• RECORDS FOR THE TASK:

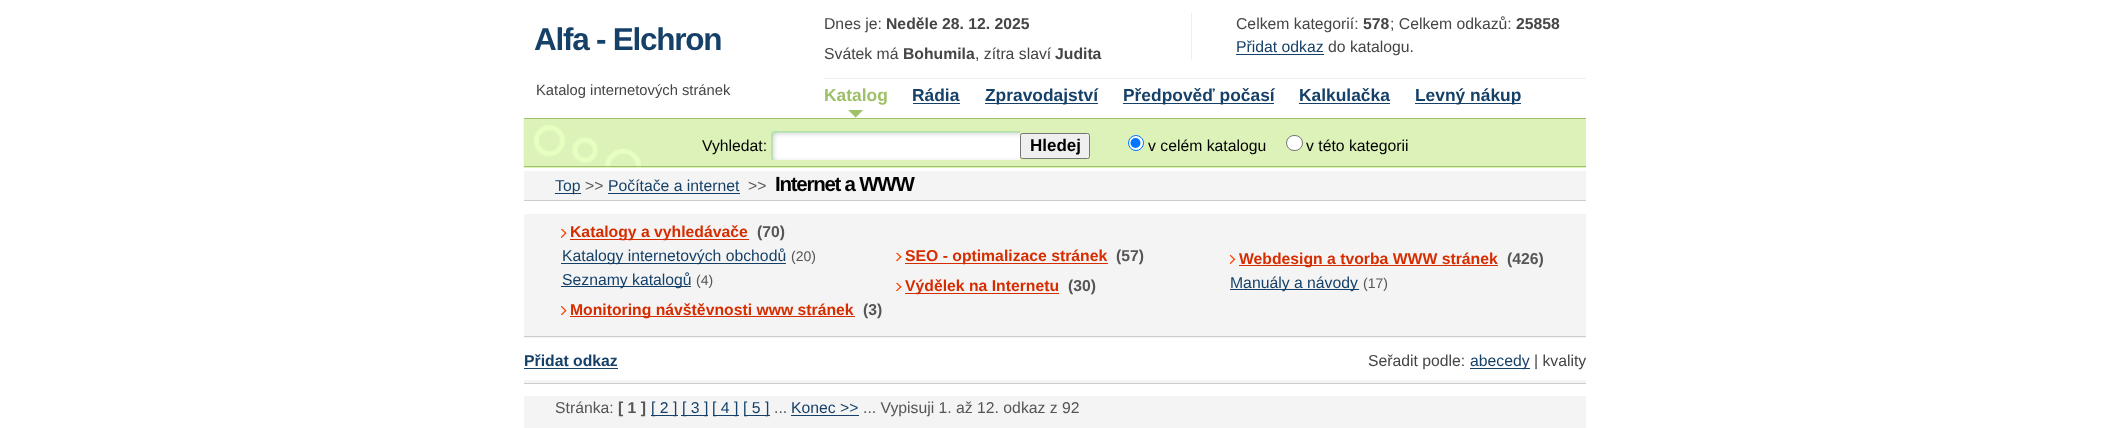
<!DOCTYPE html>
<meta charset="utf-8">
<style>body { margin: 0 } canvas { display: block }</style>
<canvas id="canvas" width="2109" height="428"></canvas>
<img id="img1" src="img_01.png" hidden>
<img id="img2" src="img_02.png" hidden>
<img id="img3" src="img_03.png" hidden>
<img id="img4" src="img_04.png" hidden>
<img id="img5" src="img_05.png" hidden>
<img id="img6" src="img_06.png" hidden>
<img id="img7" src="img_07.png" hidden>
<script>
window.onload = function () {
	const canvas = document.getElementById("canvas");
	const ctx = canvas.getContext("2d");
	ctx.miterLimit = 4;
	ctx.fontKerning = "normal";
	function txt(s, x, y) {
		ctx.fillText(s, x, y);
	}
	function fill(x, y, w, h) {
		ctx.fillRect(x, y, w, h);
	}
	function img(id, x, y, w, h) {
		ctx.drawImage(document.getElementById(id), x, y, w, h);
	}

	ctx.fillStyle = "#FFFFFF";
	fill(0, 0, 2109, 428);
	ctx.fillStyle = "#EEEEEE";
	fill(824, 78, 762, 1);
	fill(1191, 13, 1, 47);
	ctx.fillStyle = "#154068";
	fill(1236, 54, 88, 1);
	img("img1", 848, 110, 15, 8);
	fill(913, 103, 47, 1);
	fill(985, 103, 113, 1);
	fill(1123, 103, 151, 1);
	fill(1299, 103, 91, 1);
	fill(1415, 103, 106, 1);
	ctx.fillStyle = "#DCF2B8";
	fill(524, 119, 1062, 49);
	img("img2", 523, 118, 118, 50);
	ctx.fillStyle = "#9EC068";
	fill(524, 118, 1062, 1);
	fill(524, 166, 1062, 1);
	img("img3", 771, 131, 249, 29);
	ctx.fillStyle = "#EFEFEF";
	ctx.beginPath();
	ctx.roundRect(1020.5, 133.5, 69, 25, 2);
	ctx.fill();
	ctx.strokeStyle = "#767676";
	ctx.stroke();
	ctx.fillStyle = "#FFFFFF";
	ctx.beginPath();
	ctx.arc(1136, 143, 7.5, 0, Math.PI * 2);
	ctx.fill();
	ctx.strokeStyle = "#0075FF";
	ctx.stroke();
	ctx.fillStyle = "#0075FF";
	ctx.beginPath();
	ctx.arc(1135.5, 143, 5, 0, Math.PI * 2);
	ctx.fill();
	ctx.fillStyle = "#FFFFFF";
	ctx.beginPath();
	ctx.roundRect(1286.5, 135.5, 16, 15, 7.5);
	ctx.fill();
	ctx.strokeStyle = "#767676";
	ctx.stroke();
	ctx.fillStyle = "#F4F4F4";
	fill(524, 171, 1062, 29);
	ctx.fillStyle = "#CCCCCC";
	fill(524, 200, 1062, 1);
	ctx.fillStyle = "#154068";
	fill(555, 193, 26, 1);
	fill(608, 193, 132, 1);
	ctx.fillStyle = "#F4F4F4";
	fill(524, 214, 1062, 124);
	ctx.fillStyle = "#CCCCCC";
	fill(524, 336, 1062, 1);
	img("img4", 561, 229, 6, 9);
	ctx.fillStyle = "#D62D00";
	fill(570, 239, 179, 1);
	ctx.fillStyle = "#154068";
	fill(561, 263, 225, 1);
	fill(561, 286, 130, 1);
	img("img5", 561, 306, 6, 9);
	ctx.fillStyle = "#D62D00";
	fill(570, 316, 285, 1);
	img("img6", 896, 253, 6, 8);
	fill(905, 263, 203, 1);
	img("img6", 896, 283, 6, 8);
	fill(905, 293, 154, 1);
	img("img7", 1230, 255, 6, 9);
	fill(1239, 265, 259, 1);
	ctx.fillStyle = "#154068";
	fill(1230, 289, 129, 1);
	fill(524, 368, 94, 1);
	fill(1470, 368, 60, 1);
	ctx.fillStyle = "#F4F4F4";
	fill(524, 380, 1062, 3);
	ctx.fillStyle = "#CCCCCC";
	fill(524, 383, 1062, 1);
	ctx.fillStyle = "#F4F4F4";
	fill(524, 396, 1062, 32);
	ctx.fillStyle = "#154068";
	fill(651, 415, 27, 1);
	fill(681, 415, 27, 1);
	fill(713, 415, 26, 1);
	fill(744, 415, 26, 1);
	fill(791, 415, 68, 1);
	ctx.letterSpacing = "-1.25px";
	ctx.font = "bold 31.5px Liberation Sans";
	txt("Alfa - Elchron", 534, 50);
	ctx.letterSpacing = "0px";
	ctx.font = "15.75px Liberation Sans";
	ctx.fillStyle = "#454545";
	txt("Dnes je:", 824, 29);
	ctx.font = "bold 15.75px Liberation Sans";
	txt("Neděle 28. 12. 2025", 886, 29);
	ctx.font = "15.75px Liberation Sans";
	txt("Svátek má", 824, 59);
	ctx.font = "bold 15.75px Liberation Sans";
	txt("Bohumila", 903, 59);
	ctx.font = "15.75px Liberation Sans";
	txt(", zítra slaví", 975, 59);
	ctx.font = "bold 15.75px Liberation Sans";
	txt("Judita", 1055, 59);
	ctx.font = "15.75px Liberation Sans";
	txt("Celkem kategorií:", 1236, 29);
	ctx.font = "bold 15.75px Liberation Sans";
	txt("578", 1363, 29);
	ctx.font = "15.75px Liberation Sans";
	txt("; Celkem odkazů:", 1390, 29);
	ctx.font = "bold 15.75px Liberation Sans";
	txt("25858", 1516, 29);
	ctx.font = "15.75px Liberation Sans";
	ctx.fillStyle = "#154068";
	txt("Přidat odkaz", 1236, 52);
	ctx.fillStyle = "#454545";
	txt("do katalogu.", 1328, 52);
	ctx.font = "14.75px Liberation Sans";
	txt("Katalog internetových stránek", 536, 95);
	ctx.font = "bold 17.4px Liberation Sans";
	ctx.fillStyle = "#9EC068";
	txt("Katalog", 824, 101);
	ctx.fillStyle = "#154068";
	txt("Rádia", 912, 101);
	txt("Zpravodajství", 985, 101);
	txt("Předpověď počasí", 1123, 101);
	txt("Kalkulačka", 1299, 101);
	txt("Levný nákup", 1415, 101);
	ctx.font = "15.75px Liberation Sans";
	ctx.fillStyle = "#000000";
	txt("Vyhledat:", 702, 151);
	ctx.font = "bold 17px Liberation Sans";
	txt("Hledej", 1030, 151);
	ctx.font = "15.75px Liberation Sans";
	txt("v celém katalogu", 1148, 151);
	txt("v této kategorii", 1306, 151);
	ctx.fillStyle = "#154068";
	txt("Top", 555, 191);
	ctx.fillStyle = "#555555";
	txt(">>", 585, 191);
	ctx.fillStyle = "#154068";
	txt("Počítače a internet", 608, 191);
	ctx.fillStyle = "#555555";
	txt(">>", 748, 191);
	ctx.letterSpacing = "-1.25px";
	ctx.font = "bold 20.5px Liberation Sans";
	ctx.fillStyle = "#000000";
	txt("Internet a WWW", 775, 191);
	ctx.letterSpacing = "0px";
	ctx.font = "bold 15.75px Liberation Sans";
	ctx.fillStyle = "#D62D00";
	txt("Katalogy a vyhledávače", 570, 237);
	ctx.fillStyle = "#555555";
	txt("(70)", 757, 237);
	ctx.font = "15.75px Liberation Sans";
	ctx.fillStyle = "#154068";
	txt("Katalogy internetových obchodů", 562, 261);
	ctx.font = "14px Liberation Sans";
	ctx.fillStyle = "#555555";
	txt("(20)", 791, 261);
	ctx.font = "15.75px Liberation Sans";
	ctx.fillStyle = "#154068";
	txt("Seznamy katalogů", 562, 285);
	ctx.font = "14px Liberation Sans";
	ctx.fillStyle = "#555555";
	txt("(4)", 696, 285);
	ctx.font = "bold 15.75px Liberation Sans";
	ctx.fillStyle = "#D62D00";
	txt("Monitoring návštěvnosti www stránek", 570, 315);
	ctx.fillStyle = "#555555";
	txt("(3)", 863, 315);
	ctx.fillStyle = "#D62D00";
	txt("SEO - optimalizace stránek", 905, 261);
	ctx.fillStyle = "#555555";
	txt("(57)", 1116, 261);
	ctx.fillStyle = "#D62D00";
	txt("Výdělek na Internetu", 905, 291);
	ctx.fillStyle = "#555555";
	txt("(30)", 1068, 291);
	ctx.fillStyle = "#D62D00";
	txt("Webdesign a tvorba WWW stránek", 1239, 264);
	ctx.fillStyle = "#555555";
	txt("(426)", 1507, 264);
	ctx.font = "15.75px Liberation Sans";
	ctx.fillStyle = "#154068";
	txt("Manuály a návody", 1230, 288);
	ctx.font = "14px Liberation Sans";
	ctx.fillStyle = "#555555";
	txt("(17)", 1363, 288);
	ctx.font = "bold 15.75px Liberation Sans";
	ctx.fillStyle = "#154068";
	txt("Přidat odkaz", 524, 366);
	ctx.font = "15.75px Liberation Sans";
	ctx.fillStyle = "#454545";
	txt("Seřadit podle:", 1368, 366);
	ctx.fillStyle = "#154068";
	txt("abecedy", 1470, 366);
	ctx.fillStyle = "#454545";
	txt("| kvality", 1534, 366);
	ctx.fillStyle = "#555555";
	txt("Stránka:", 555, 413);
	ctx.font = "bold 15.75px Liberation Sans";
	txt("[ 1 ]", 618, 413);
	ctx.font = "15.75px Liberation Sans";
	ctx.fillStyle = "#154068";
	txt("[ 2 ]", 651, 413);
	txt("[ 3 ]", 682, 413);
	txt("[ 4 ]", 712, 413);
	txt("[ 5 ]", 743, 413);
	ctx.fillStyle = "#555555";
	txt("...", 774, 413);
	ctx.fillStyle = "#154068";
	txt("Konec >>", 791, 413);
	ctx.fillStyle = "#555555";
	txt("... Vypisuji 1. až 12. odkaz z 92", 863, 413);
};
</script>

• EXERCISE DESCRIPTION:
Calculate the number of lines above that include the word "Katalogy", giving that number by itself.

• RESPONSE TO THIS TASK:
2